ITEM 2.  IDENTITY AND BACKGROUND

The identity and background of the reporting person on this Amendment is as
follows:

         2(a)-(c) Christopher Tisi is the Chief Executive Officer, President and
                  Secretary of the Issuer, 3750 Investment Lane, Suite 5,
                  West Palm Beach, Florida 33404.  Mr. Tisi is a United States
                  citizen.

ITEM 4.  PURPOSE OF TRANSACTION

         On November 19, 2003, Mr. Tisi entered into a Termination of
Shareholder's Agreement with Tony D'Amato pursuant to which Mr. Tisi
relinquished any and all of his rights to vote the shares of Common Stock of the
Issuer owned by Mr. D'Amato pursuant to the Initial Irrevocable Proxy and
Shareholders' Agreement, as amended, as originally described in the Schedule 13D
filed by Mr. Tisi on April 29, 2002.

         Mr. Tisi currently has no voting agreements with respect to the Common
Stock.

         On November 26, 2003, TeeZee, Inc., a Florida corporation solely owned
by Mr. Tisi, entered into a definitive agreement with the Issuer to purchase
substantially all of the assets of the Issuer (the "Transaction"). For more
details about the Transaction please refer to the Press Release of the Issuer
dated November 26, 2003 and the Asset Purchase Agreement by and between TeeZee,
Inc. and the Issuer dated November 26, which are attached hereto as Exhibits 1
and 2 respectively and incorporated herein by reference.

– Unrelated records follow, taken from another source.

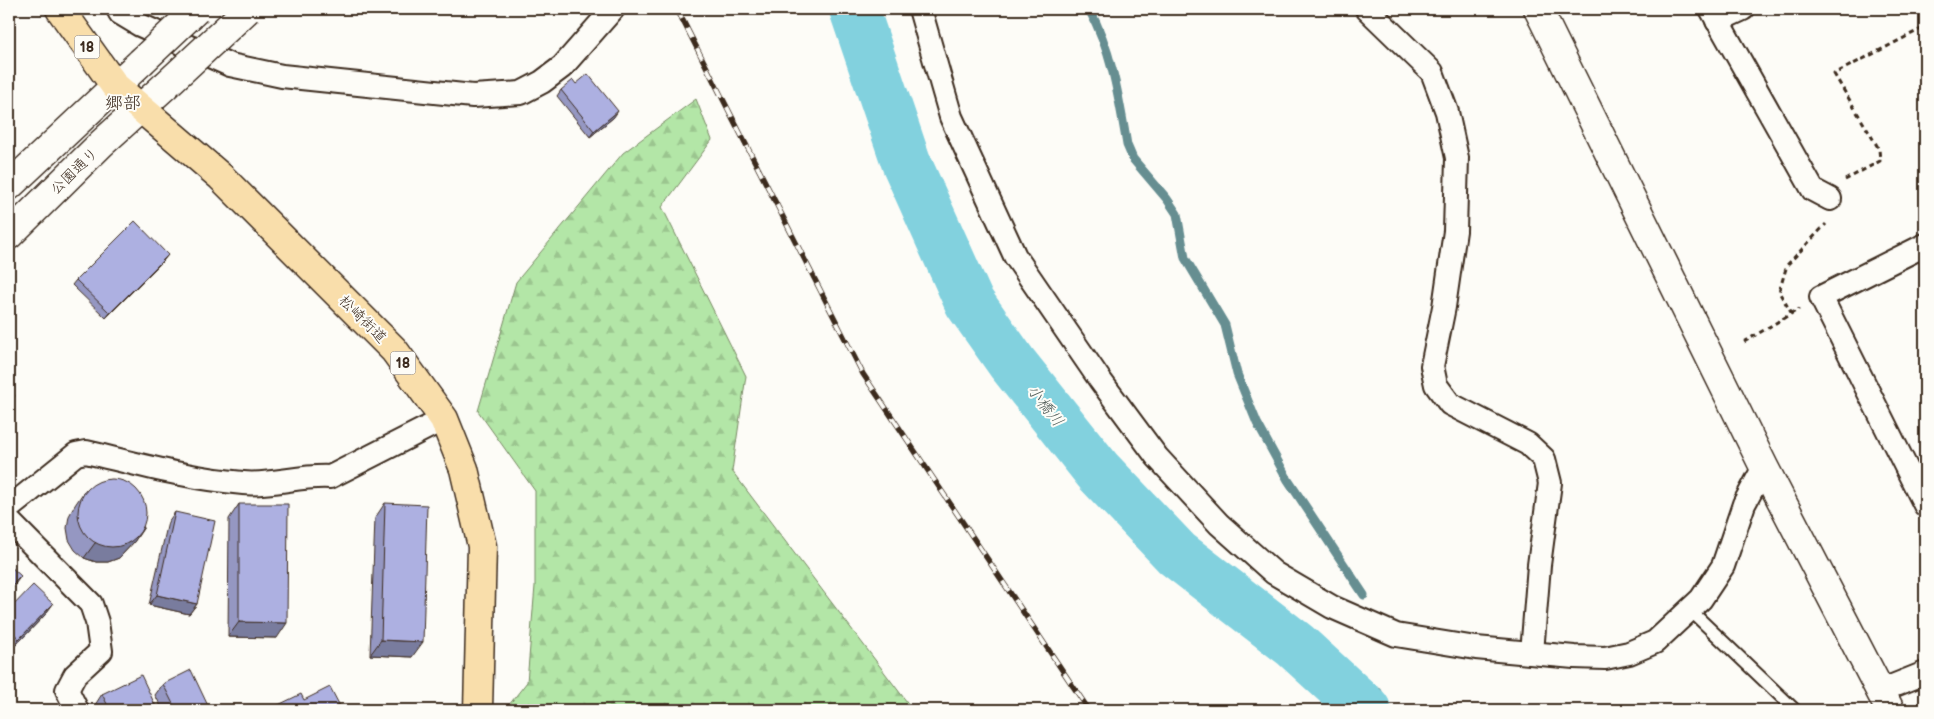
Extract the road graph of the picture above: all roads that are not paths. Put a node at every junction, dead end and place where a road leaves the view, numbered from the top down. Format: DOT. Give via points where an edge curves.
graph roads {
  1 [pos="60,9"];
  2 [pos="118,9"];
  3 [pos="197,9"];
  4 [pos="248,9"];
  5 [pos="613,9"];
  6 [pos="920,9"];
  7 [pos="1367,9"];
  8 [pos="1538,9"];
  9 [pos="1743,9"];
  10 [pos="1714,15"];
  11 [pos="115,86"];
  12 [pos="140,108"];
  13 [pos="9,186"];
  14 [pos="1830,199"];
  15 [pos="9,235"];
  16 [pos="1925,245"];
  17 [pos="444,419"];
  18 [pos="1764,467"];
  19 [pos="1925,505"];
  20 [pos="9,508"];
  21 [pos="9,520"];
  22 [pos="1690,610"];
  23 [pos="1532,653"];
  24 [pos="1925,673"];
  25 [pos="1885,701"];
  26 [pos="77,710"];
  27 [pos="478,710"];
  28 [pos="1795,710"];
  1 -- 11 [label="main road, 18"];
  2 -- 5 [label="street" via="140,25 230,65 282,76 472,96 521,92 542,82 562,67"];
  3 -- 11 [label="street, bridge"];
  4 -- 12 [label="street, 公園通り, bridge"];
  6 -- 23 [label="street" via="951,116 1015,256 1157,457 1219,524 1274,573 1332,607 1396,635"];
  7 -- 23 [label="street" via="1432,72 1447,112 1457,158 1455,231 1432,366 1436,385 1450,404 1528,444 1544,459 1550,483"];
  8 -- 18 [label="street"];
  9 -- 10 [label="street"];
  10 -- 14 [label="street" via="1813,190"];
  11 -- 12 [label="main road, 18"];
  11 -- 13 [label="street"];
  12 -- 15 [label="street, 公園通り"];
  12 -- 17 [label="main road, 松崎街道 / 18" via="221,177 394,350"];
  16 -- 19 [label="street" via="1821,297"];
  17 -- 20 [label="street" via="330,477 311,475 244,484 86,452 76,454"];
  17 -- 27 [label="main road, 松崎街道 / 18" via="464,469 482,546"];
  18 -- 22 [label="street" via="1744,504 1723,566"];
  18 -- 25 [label="street"];
  21 -- 26 [label="street" via="91,604 101,651 75,675 67,690"];
  22 -- 23 [label="street" via="1655,642 1629,652 1605,658"];
  22 -- 28 [label="lane"];
  24 -- 25 [label="street"];
}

ITEM 5.  INTEREST IN SECURITIES OF THE ISSUER

         According to the Issuer's most recent Form 10-QSB, the Issuer has
3,832,813 shares of Common Stock outstanding as of September 30, 2003.

         Mr. Tisi has sole voting and dispositive power over 618,788 shares,
representing 15.3% of the Common Stock. His beneficial ownership includes
202,000 options which are exercisable within 60 days of the date of this
Agreement. Mr. Tisi does not have shared power to vote or to direct the votes of
any shares or shared power to dispose or to direct the disposition of any
shares.




ITEM 6.  CONTRACTS, ARRANGEMENTS, UNDERSTANDINGS OR RELATIONSHIPS WITH RESPECT
         TO SECURITIES OF THE ISSUER

         Other than as disclosed under Item 4, Mr. Tisi is not a party to any
contracts, arrangement, understandings or relationships with respect to the
Common Stock of the Issuer.

ITEM 7.  MATERIAL TO BE FILED AS EXHIBITS

 No.     Description
-----    -----------------------------------------------------------------------
1        Press Release of Issuer dated November 26, 2003 - Health & Nutrition
         Systems International Inc. Announces Sale of Assets

2        Asset Purchase Agreement by and between TeeZee, Inc. and Issuer dated
         November 26, 2003

3        Termination of Shareholders' Agreement among Tony D'Amato, Christopher
         Tisi, and Health & Nutrition Systems International, Inc. dated November
         19, 2003



                                    SIGNATURE

         After reasonable inquiry and to the best of my knowledge and belief, I
certify that the information set forth in this statement is true, complete and
correct.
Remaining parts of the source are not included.